I’m not an expert with social networking, but I have a Facebook account to connect with people I’m closest to, and I have a blog to connect with folks on the web. To my husband, a social network means a company picnic and his face on a billboard… I never expected there’d come a day when he’d be schooled.
When he returned from fishing, horns tooting and “Whoopie!” shouting, Marie and my husband flaunted their prizes and took pictures with their phones.
“Baby Beth, hold this up so I can take your picture,” Marie told her daughter.
“I don’t wanna. It’s icky,” Baby Beth said.
“Oh, common. I’ll help you,” said my husband.
Snap. Snap. Snap.
After taking several “good ones” with their smart phones, my husband and daughter compared their catches.
“I’m posting my shots on Facebook,” Marie declared, deftly tapping her phone. Within seconds, the picture of Baby Beth’s grimace holding an icky fish was shared with the world.
Marie hopped to the computer and logged in. “Mom, come look.”
“Oh, Lordy!” On the nineteen inch monitor flashed a picture of my granddaughter struggling with a dead 4lb. bass. At this very moment, our entire family could see them on Facebook. Ah…the wonders of the modern world.
“These are great. How can I print these out?” my husband asked, looking over my shoulder. My dear husband, bless his heart, does not know how to use the features on his smart phone. Marie, bless her heart, did not want to teach him how people pass around pictures nowadays.
“You need a Facebook account, Dad. I’ll set one up, if you want…”
He sighed, shook his head, and left. It was not his thing.
Marie and I seized the moment to introduce him to social media and all its glorious splendor. While he was outside cleaning the fish, Marie and I zip-lined him to the twenty-first century. We opened a Facebook account for him, uploaded his pictures (a profile, too!), and sent “friend” requests.
After dinner, Marie braved a Facebook demonstration on his smart phone. She had synced his accounts and showed him how to upload pictures and access his email.
During her lesson, he held his breath and concentrated. Yes! He’s taking it in, I thought. Within minutes, his eyes glazed. He blinked repeatedly. Oh, no. Marie had overloaded his microchips. The program is not responding. Do we wait or end program now? We waited.
It worked! We squealed as he accessed Facebook and patted him on the back as he opened his picture files. I can’t say he was delighted, but he grinned at our enthusiasm.

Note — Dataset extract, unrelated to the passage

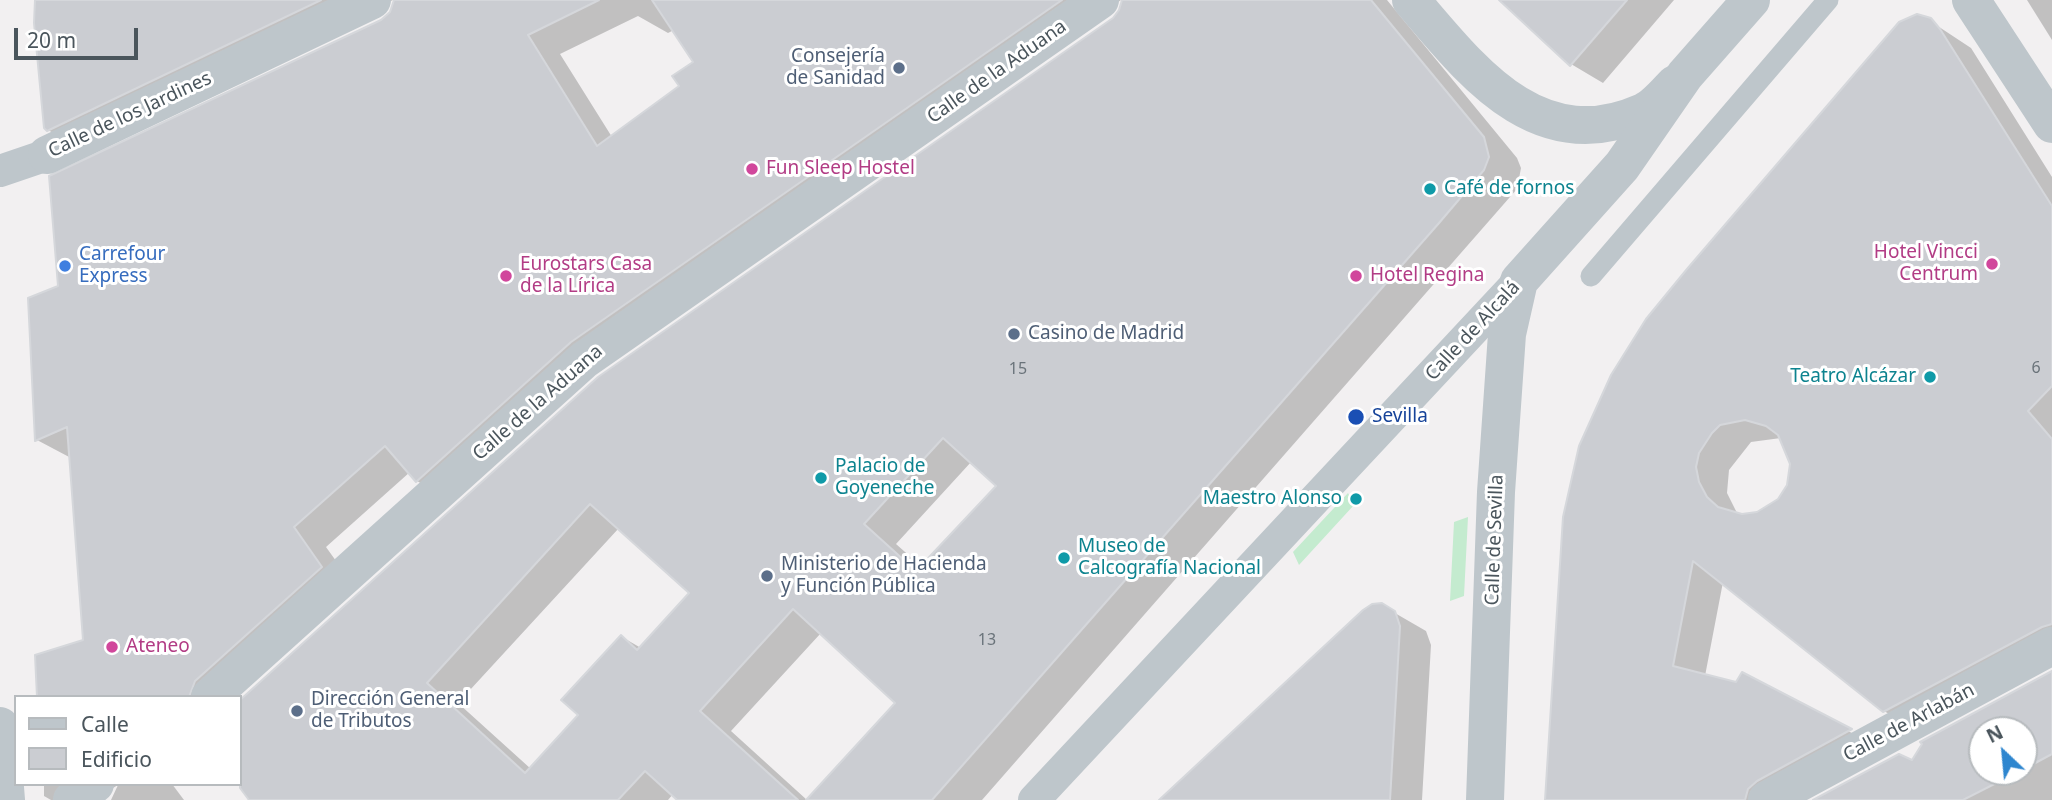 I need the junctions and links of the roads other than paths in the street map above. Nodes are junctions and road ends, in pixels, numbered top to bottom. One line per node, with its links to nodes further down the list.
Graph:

The next day, he slammed his phone on the table. “I hate Facebook.”
“My phone’s been vibrating all day. People keep leaving messages wanting to be “friends” on Facebook. I’m too busy for that crap.”
I took his phone and tapped off the notifications. Poor guy. He’ll still catch fish, but he won’t be using the networks of the twenty-first century.
Have a great weekend. And thanks for stopping by!